#### TASK DIRECTIONS:
Every record below is to be restated word for word, and no picture is to be copied.

Saved data entries

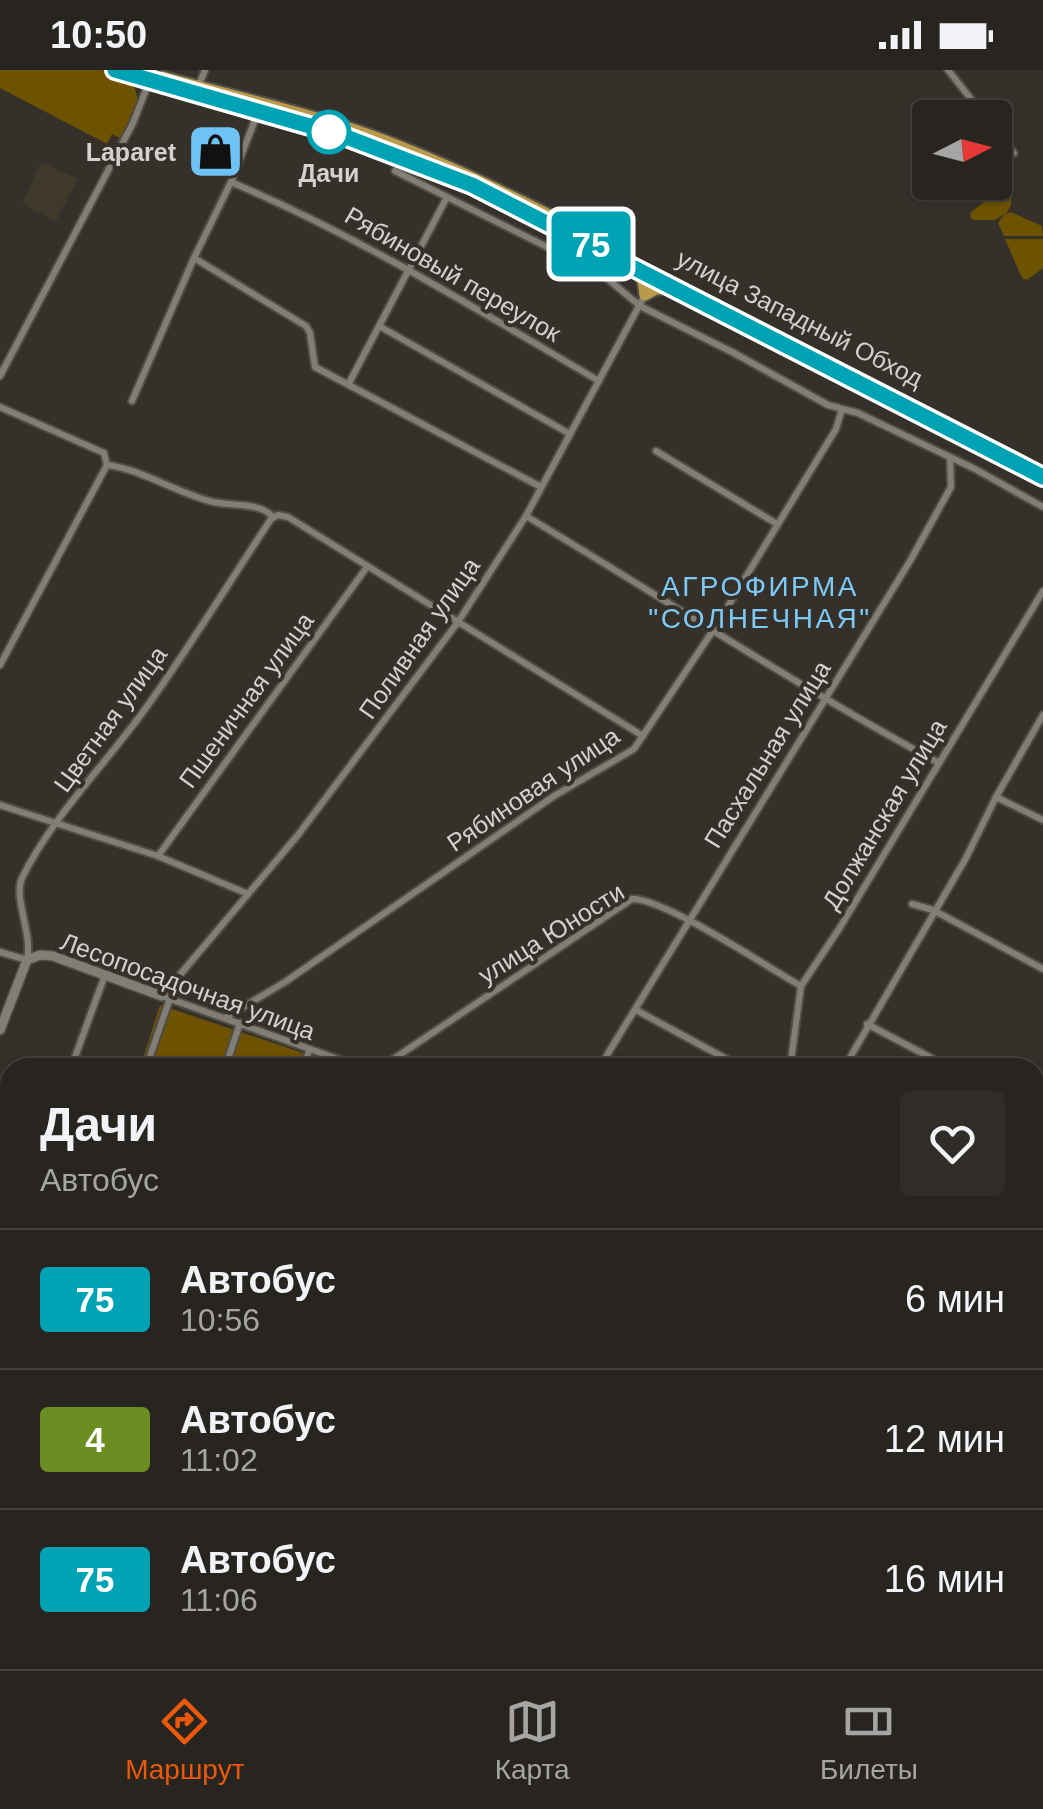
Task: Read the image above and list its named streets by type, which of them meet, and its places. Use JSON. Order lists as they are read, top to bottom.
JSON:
{
  "streets": {
    "highway": ["улица Западный Обход"],
    "street": [
      "Рябиновый переулок",
      "Поливная улица",
      "Пшеничная улица",
      "Цветная улица",
      "Пасхальная улица",
      "Рябиновая улица",
      "Должанская улица",
      "улица Юности",
      "Лесопосадочная улица"
    ]
  },
  "crossings": [
    ["Рябиновый переулок", "Поливная улица"],
    ["улица Западный Обход", "Поливная улица"],
    ["Поливная улица", "Лесопосадочная улица"],
    ["Цветная улица", "Лесопосадочная улица"],
    ["Пасхальная улица", "улица Юности"],
    ["Рябиновая улица", "Лесопосадочная улица"],
    ["Должанская улица", "улица Юности"]
  ],
  "districts": ["АГРОФИРМА \"СОЛНЕЧНАЯ\""],
  "places": {
    "other": ["Дачи"],
    "shop": ["Laparet"]
  },
  "lines": ["bus line 75"],
  "north": "right",
  "page": {
    "status": "10:50",
    "on_map": "75",
    "heading": ["Дачи", "Автобус"],
    "list": [
      {
        "mark": "75",
        "name": "Автобус",
        "note": "10:56",
        "value": "6 мин"
      },
      {
        "mark": "4",
        "name": "Автобус",
        "note": "11:02",
        "value": "12 мин"
      },
      {
        "mark": "75",
        "name": "Автобус",
        "note": "11:06",
        "value": "16 мин"
      }
    ],
    "tabs": ["Маршрут", "Карта", "Билеты"]
  }
}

#### YOUR RESPONSE:
Task: Read the image above and list its named streets by type, which of them meet, and its places. Use JSON. Order lists as they are read, top to bottom.
JSON:
{
  "streets": {
    "highway": ["улица Западный Обход"],
    "street": [
      "Рябиновый переулок",
      "Поливная улица",
      "Пшеничная улица",
      "Цветная улица",
      "Пасхальная улица",
      "Рябиновая улица",
      "Должанская улица",
      "улица Юности",
      "Лесопосадочная улица"
    ]
  },
  "crossings": [
    ["Рябиновый переулок", "Поливная улица"],
    ["улица Западный Обход", "Поливная улица"],
    ["Поливная улица", "Лесопосадочная улица"],
    ["Цветная улица", "Лесопосадочная улица"],
    ["Пасхальная улица", "улица Юности"],
    ["Рябиновая улица", "Лесопосадочная улица"],
    ["Должанская улица", "улица Юности"]
  ],
  "districts": ["АГРОФИРМА \"СОЛНЕЧНАЯ\""],
  "places": {
    "other": ["Дачи"],
    "shop": ["Laparet"]
  },
  "lines": ["bus line 75"],
  "north": "right",
  "page": {
    "status": "10:50",
    "on_map": "75",
    "heading": ["Дачи", "Автобус"],
    "list": [
      {
        "mark": "75",
        "name": "Автобус",
        "note": "10:56",
        "value": "6 мин"
      },
      {
        "mark": "4",
        "name": "Автобус",
        "note": "11:02",
        "value": "12 мин"
      },
      {
        "mark": "75",
        "name": "Автобус",
        "note": "11:06",
        "value": "16 мин"
      }
    ],
    "tabs": ["Маршрут", "Карта", "Билеты"]
  }
}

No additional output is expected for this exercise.